*What you will do*
Keep only the lines that hold the string "Avenue", filtering out the rest of the entries below.

[Stored records]
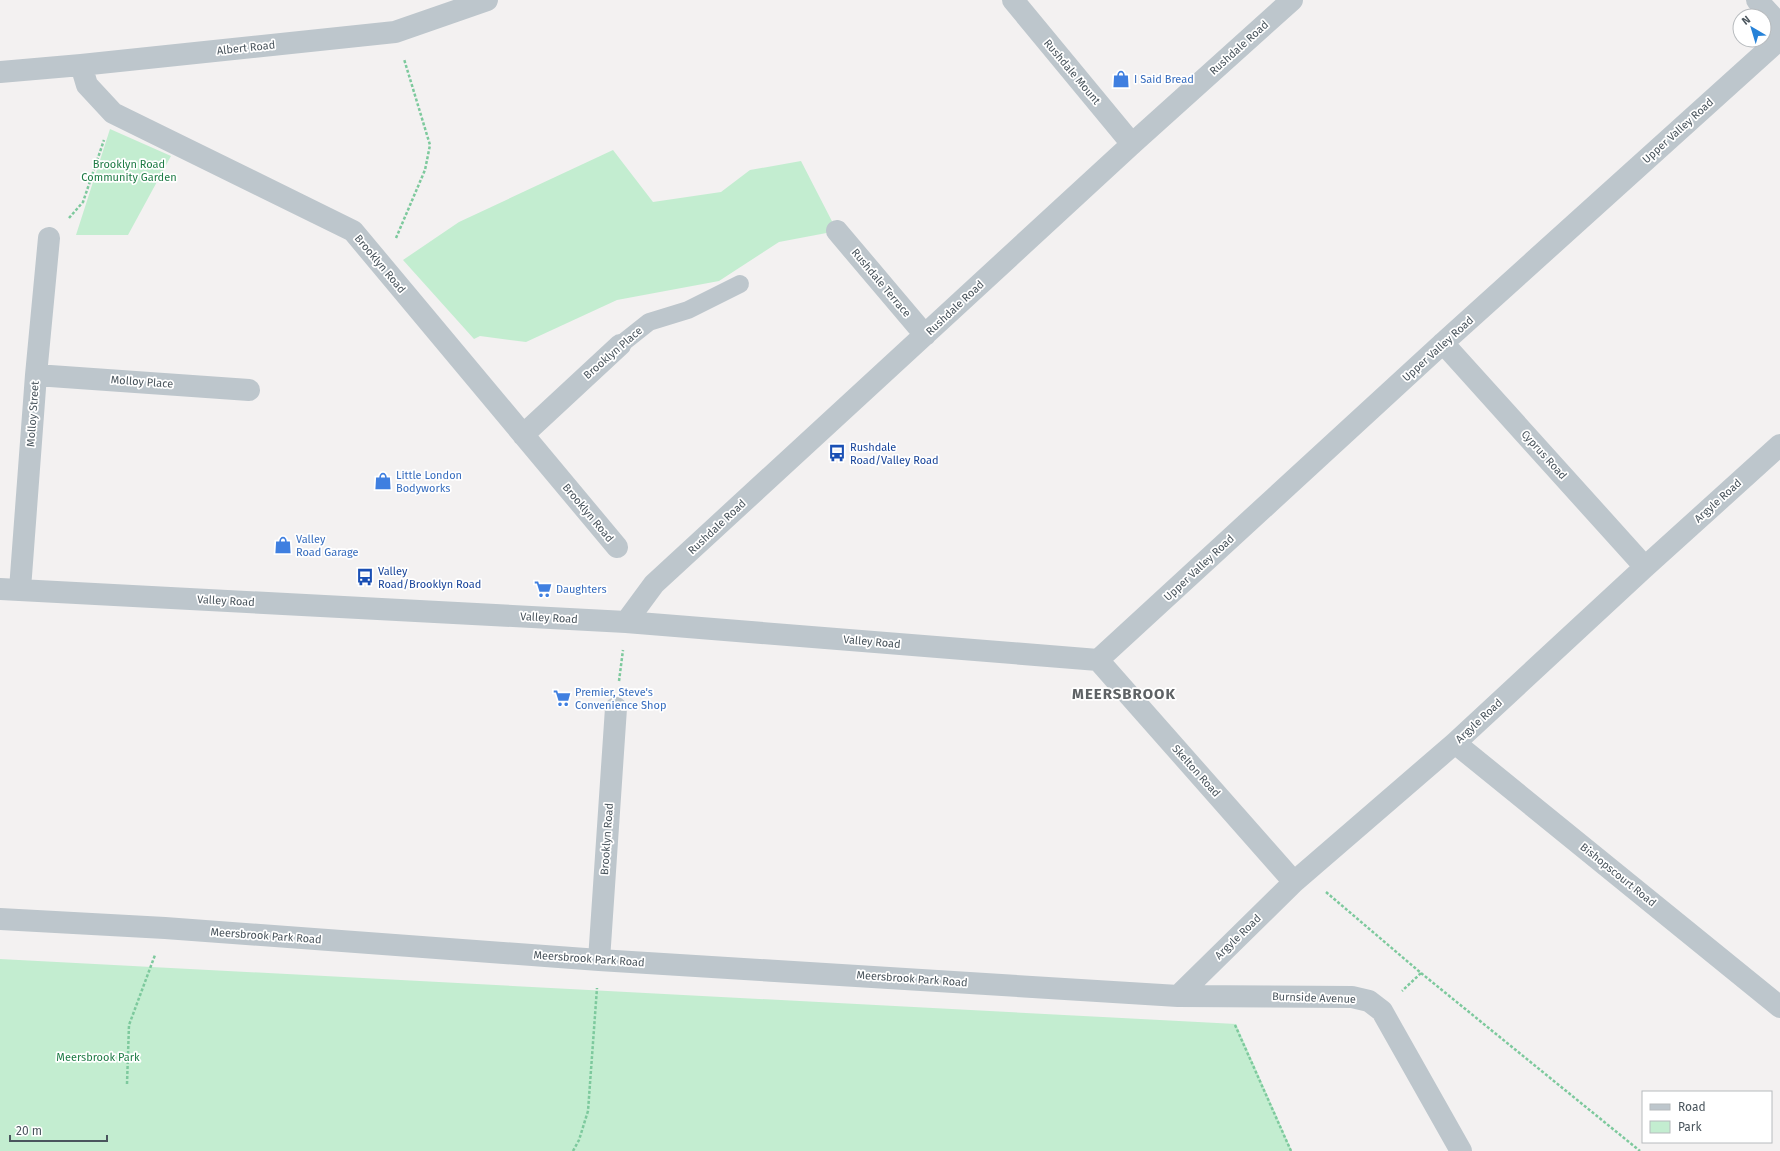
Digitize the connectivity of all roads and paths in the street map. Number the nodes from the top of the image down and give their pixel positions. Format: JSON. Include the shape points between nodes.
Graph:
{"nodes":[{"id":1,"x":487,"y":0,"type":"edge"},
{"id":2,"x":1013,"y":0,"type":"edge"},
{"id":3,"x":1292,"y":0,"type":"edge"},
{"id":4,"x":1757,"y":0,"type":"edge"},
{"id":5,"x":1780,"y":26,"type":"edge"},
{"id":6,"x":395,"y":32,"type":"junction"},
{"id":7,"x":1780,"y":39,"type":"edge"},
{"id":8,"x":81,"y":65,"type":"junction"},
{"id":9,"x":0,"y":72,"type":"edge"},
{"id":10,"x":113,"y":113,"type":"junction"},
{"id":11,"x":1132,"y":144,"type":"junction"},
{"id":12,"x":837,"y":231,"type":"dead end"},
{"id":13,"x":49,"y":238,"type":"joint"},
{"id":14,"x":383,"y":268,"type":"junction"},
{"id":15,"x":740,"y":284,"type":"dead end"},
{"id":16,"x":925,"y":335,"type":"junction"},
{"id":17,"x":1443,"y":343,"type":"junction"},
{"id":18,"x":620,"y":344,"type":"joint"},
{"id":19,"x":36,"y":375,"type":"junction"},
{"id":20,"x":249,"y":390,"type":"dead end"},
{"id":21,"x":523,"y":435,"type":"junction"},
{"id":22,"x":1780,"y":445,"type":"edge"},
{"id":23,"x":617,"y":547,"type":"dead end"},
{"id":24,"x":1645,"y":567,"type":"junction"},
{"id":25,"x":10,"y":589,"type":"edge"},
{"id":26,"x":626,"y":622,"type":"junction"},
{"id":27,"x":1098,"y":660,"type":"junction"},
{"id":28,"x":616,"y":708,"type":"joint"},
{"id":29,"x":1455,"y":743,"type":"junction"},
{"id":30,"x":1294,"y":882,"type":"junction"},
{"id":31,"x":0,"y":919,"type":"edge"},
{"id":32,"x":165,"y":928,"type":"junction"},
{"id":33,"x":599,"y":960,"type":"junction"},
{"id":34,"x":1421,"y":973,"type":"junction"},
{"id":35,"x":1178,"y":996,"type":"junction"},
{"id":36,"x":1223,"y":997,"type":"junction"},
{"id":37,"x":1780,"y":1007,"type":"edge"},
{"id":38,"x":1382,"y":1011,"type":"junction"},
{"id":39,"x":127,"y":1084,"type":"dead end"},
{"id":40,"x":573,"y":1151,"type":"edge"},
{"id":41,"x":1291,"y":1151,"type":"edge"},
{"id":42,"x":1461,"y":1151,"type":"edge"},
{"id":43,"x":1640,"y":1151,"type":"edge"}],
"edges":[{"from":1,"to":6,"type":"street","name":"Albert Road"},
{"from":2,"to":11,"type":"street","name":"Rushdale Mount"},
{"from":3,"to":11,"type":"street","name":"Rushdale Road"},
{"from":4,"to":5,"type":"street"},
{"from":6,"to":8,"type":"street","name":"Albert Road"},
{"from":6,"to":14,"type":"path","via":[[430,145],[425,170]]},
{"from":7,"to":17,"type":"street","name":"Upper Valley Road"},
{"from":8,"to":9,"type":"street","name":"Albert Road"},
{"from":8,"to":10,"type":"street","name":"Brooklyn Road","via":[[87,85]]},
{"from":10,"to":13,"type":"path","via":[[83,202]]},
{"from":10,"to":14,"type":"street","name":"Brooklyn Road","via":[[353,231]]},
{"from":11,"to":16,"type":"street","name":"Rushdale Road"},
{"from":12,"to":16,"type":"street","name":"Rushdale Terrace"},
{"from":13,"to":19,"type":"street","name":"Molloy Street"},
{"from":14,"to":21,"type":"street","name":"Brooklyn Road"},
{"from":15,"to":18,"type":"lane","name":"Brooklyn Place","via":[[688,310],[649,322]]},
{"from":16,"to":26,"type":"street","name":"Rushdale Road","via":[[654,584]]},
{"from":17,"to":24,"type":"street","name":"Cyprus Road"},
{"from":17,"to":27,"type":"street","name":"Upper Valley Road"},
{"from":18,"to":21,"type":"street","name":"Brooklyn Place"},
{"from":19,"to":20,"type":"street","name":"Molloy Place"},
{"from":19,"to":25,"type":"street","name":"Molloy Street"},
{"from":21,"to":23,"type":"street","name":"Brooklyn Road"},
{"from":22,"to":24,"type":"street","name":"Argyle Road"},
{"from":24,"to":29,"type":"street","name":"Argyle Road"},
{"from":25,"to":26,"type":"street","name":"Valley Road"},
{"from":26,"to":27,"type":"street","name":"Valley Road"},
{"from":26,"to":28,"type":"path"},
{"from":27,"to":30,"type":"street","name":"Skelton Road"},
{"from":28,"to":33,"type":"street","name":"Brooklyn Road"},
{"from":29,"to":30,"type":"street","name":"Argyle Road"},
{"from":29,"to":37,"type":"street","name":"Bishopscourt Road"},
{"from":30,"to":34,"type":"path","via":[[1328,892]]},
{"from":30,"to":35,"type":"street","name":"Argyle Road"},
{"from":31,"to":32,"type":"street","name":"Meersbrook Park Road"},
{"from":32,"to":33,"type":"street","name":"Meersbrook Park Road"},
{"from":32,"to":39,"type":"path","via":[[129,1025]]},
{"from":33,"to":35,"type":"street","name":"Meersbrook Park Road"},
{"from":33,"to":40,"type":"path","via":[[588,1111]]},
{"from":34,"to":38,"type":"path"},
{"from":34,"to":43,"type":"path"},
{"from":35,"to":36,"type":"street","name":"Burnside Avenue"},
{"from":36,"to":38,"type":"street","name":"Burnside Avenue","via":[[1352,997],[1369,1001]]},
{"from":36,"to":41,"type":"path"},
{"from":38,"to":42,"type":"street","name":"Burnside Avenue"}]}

*Response for this exercise*
{"from":35,"to":36,"type":"street","name":"Burnside Avenue"},
{"from":36,"to":38,"type":"street","name":"Burnside Avenue","via":[[1352,997],[1369,1001]]},
{"from":38,"to":42,"type":"street","name":"Burnside Avenue"}]}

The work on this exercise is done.